- WORK REQUEST -
Please reproduce all entries word for word and omit their pictures.

Start of DATA UNDER STUDY

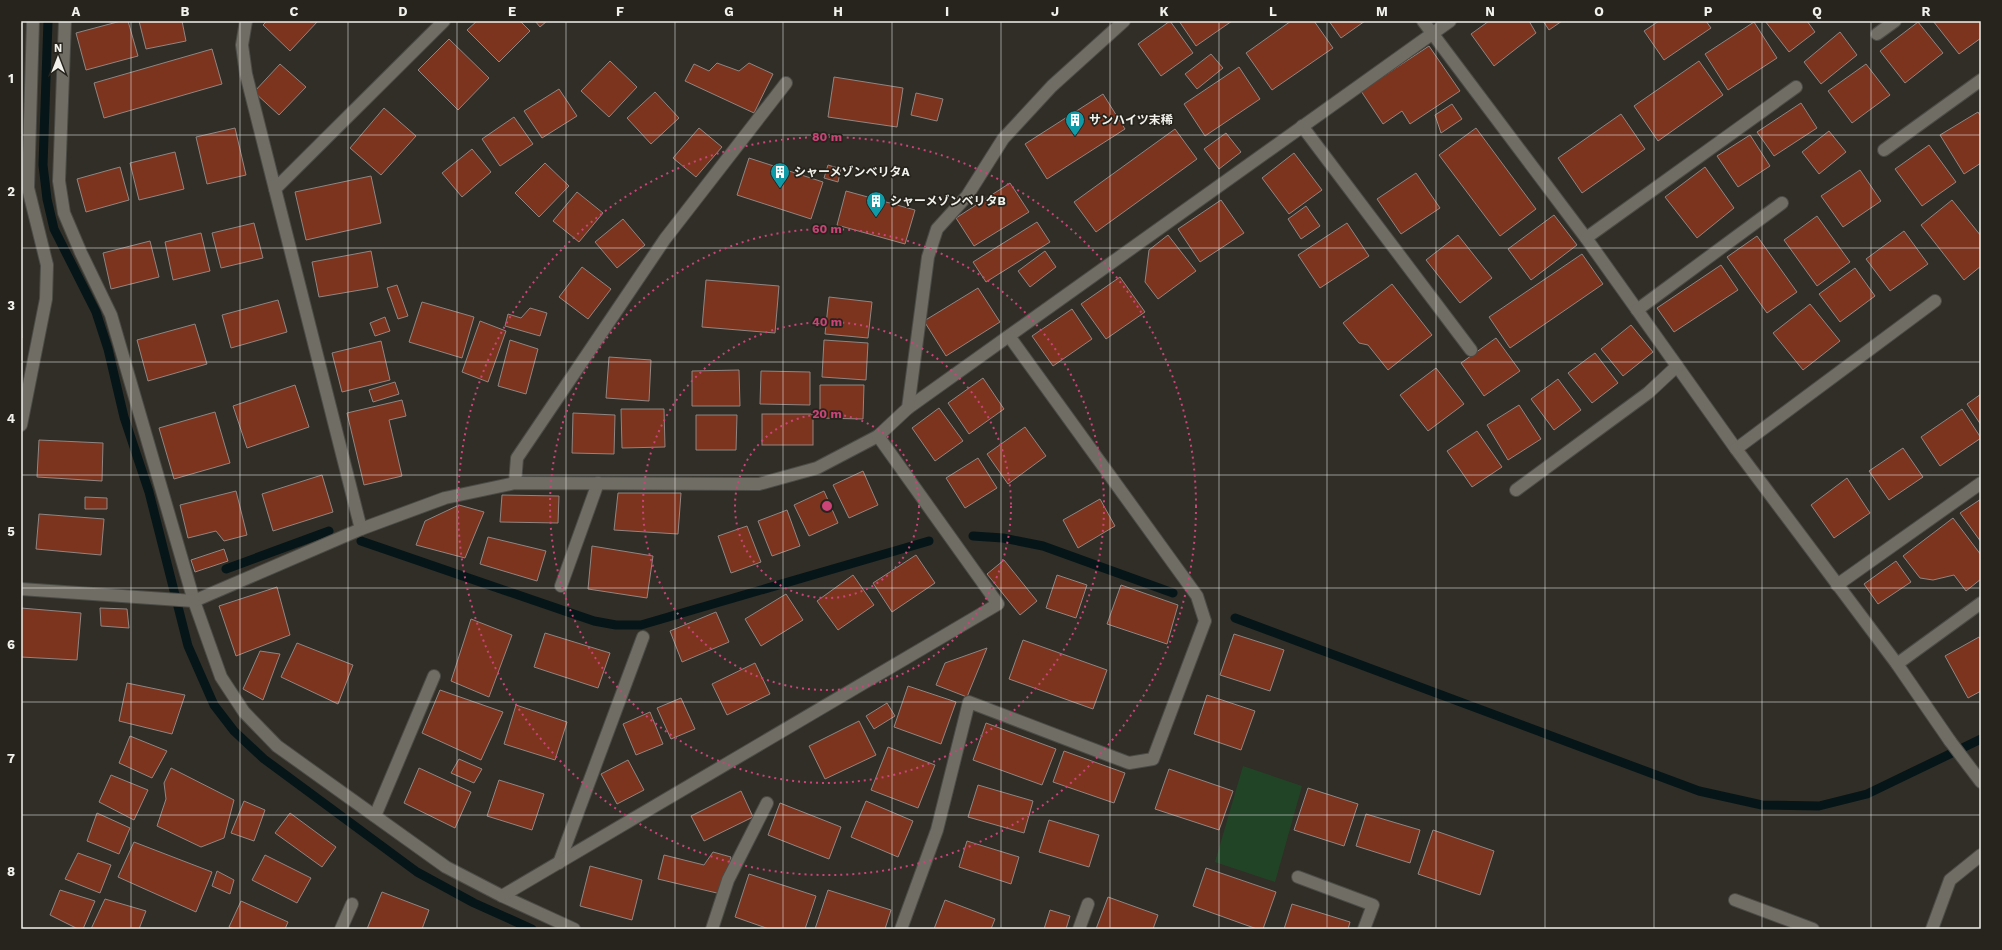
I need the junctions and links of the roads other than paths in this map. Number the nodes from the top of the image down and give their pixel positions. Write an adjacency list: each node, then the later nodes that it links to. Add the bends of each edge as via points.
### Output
1 (33, 21): 25 (street, via 28,188 47,265 46,300)
2 (65, 21): 36 (street, via 59,181 64,212 112,315)
3 (246, 21): 16 (street, via 242,45 246,74)
4 (444, 21): 16 (street)
5 (1124, 21): 24 (street, via 1052,86 1003,139 968,196 936,229 928,256)
6 (1422, 21): 9 (street)
7 (1450, 21): 9 (street)
8 (1895, 21): 10 (street)
9 (1432, 34): 14 (street); 18 (street)
10 (1877, 34)
11 (1981, 80): 15 (street)
12 (786, 83): 28 (street, via 665,239 517,458)
13 (1796, 87): 18 (street)
14 (1302, 126): 21 (street); 22 (street)
15 (1884, 150)
16 (275, 189): 32 (street)
17 (1782, 203): 20 (street)
18 (1586, 238): 20 (street)
19 (1935, 301): 27 (street)
20 (1637, 310): 23 (street)
21 (1009, 336): 24 (street); 54 (street, via 1197,596 1205,621 1153,759 1129,763 969,702 936,830)
22 (1471, 350)
23 (1677, 366): 27 (street); 31 (street, via 1648,393)
24 (908, 408): 26 (street)
25 (21, 425)
26 (878, 436): 29 (street, via 817,468 759,484); 45 (street, via 998,604)
27 (1736, 449): 34 (street)
28 (515, 483): 29 (street); 32 (street, via 445,498)
29 (598, 483): 33 (street)
30 (1981, 483): 34 (street)
31 (1516, 490)
32 (361, 529): 36 (street)
33 (561, 586)
34 (1837, 586): 39 (street)
35 (21, 589): 36 (street)
36 (189, 601): 43 (street, via 221,677 244,712 277,746)
37 (1981, 603): 39 (street)
38 (642, 637): 45 (street)
39 (1897, 664): 41 (street)
40 (434, 676): 43 (street)
41 (1981, 782)
42 (767, 803): 53 (street, via 728,880)
43 (375, 816): 47 (street, via 446,867)
44 (1981, 855): 58 (street, via 1950,880)
45 (559, 863): 47 (street)
46 (1298, 877): 56 (street, via 1373,905)
47 (502, 896): 52 (street)
48 (1735, 900): 57 (street)
49 (352, 904): 51 (street)
50 (1088, 904): 55 (street)
51 (341, 929)
52 (574, 929)
53 (712, 929)
54 (902, 929)
55 (1079, 929)
56 (1364, 929)
57 (1813, 929)
58 (1932, 929)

End of DATA UNDER STUDY

- RESULT FOR THIS TASK -
I need the junctions and links of the roads other than paths in this map. Number the nodes from the top of the image down and give their pixel positions. Write an adjacency list: each node, then the later nodes that it links to. Add the bends of each edge as via points.
### Output
1 (33, 21): 25 (street, via 28,188 47,265 46,300)
2 (65, 21): 36 (street, via 59,181 64,212 112,315)
3 (246, 21): 16 (street, via 242,45 246,74)
4 (444, 21): 16 (street)
5 (1124, 21): 24 (street, via 1052,86 1003,139 968,196 936,229 928,256)
6 (1422, 21): 9 (street)
7 (1450, 21): 9 (street)
8 (1895, 21): 10 (street)
9 (1432, 34): 14 (street); 18 (street)
10 (1877, 34)
11 (1981, 80): 15 (street)
12 (786, 83): 28 (street, via 665,239 517,458)
13 (1796, 87): 18 (street)
14 (1302, 126): 21 (street); 22 (street)
15 (1884, 150)
16 (275, 189): 32 (street)
17 (1782, 203): 20 (street)
18 (1586, 238): 20 (street)
19 (1935, 301): 27 (street)
20 (1637, 310): 23 (street)
21 (1009, 336): 24 (street); 54 (street, via 1197,596 1205,621 1153,759 1129,763 969,702 936,830)
22 (1471, 350)
23 (1677, 366): 27 (street); 31 (street, via 1648,393)
24 (908, 408): 26 (street)
25 (21, 425)
26 (878, 436): 29 (street, via 817,468 759,484); 45 (street, via 998,604)
27 (1736, 449): 34 (street)
28 (515, 483): 29 (street); 32 (street, via 445,498)
29 (598, 483): 33 (street)
30 (1981, 483): 34 (street)
31 (1516, 490)
32 (361, 529): 36 (street)
33 (561, 586)
34 (1837, 586): 39 (street)
35 (21, 589): 36 (street)
36 (189, 601): 43 (street, via 221,677 244,712 277,746)
37 (1981, 603): 39 (street)
38 (642, 637): 45 (street)
39 (1897, 664): 41 (street)
40 (434, 676): 43 (street)
41 (1981, 782)
42 (767, 803): 53 (street, via 728,880)
43 (375, 816): 47 (street, via 446,867)
44 (1981, 855): 58 (street, via 1950,880)
45 (559, 863): 47 (street)
46 (1298, 877): 56 (street, via 1373,905)
47 (502, 896): 52 (street)
48 (1735, 900): 57 (street)
49 (352, 904): 51 (street)
50 (1088, 904): 55 (street)
51 (341, 929)
52 (574, 929)
53 (712, 929)
54 (902, 929)
55 (1079, 929)
56 (1364, 929)
57 (1813, 929)
58 (1932, 929)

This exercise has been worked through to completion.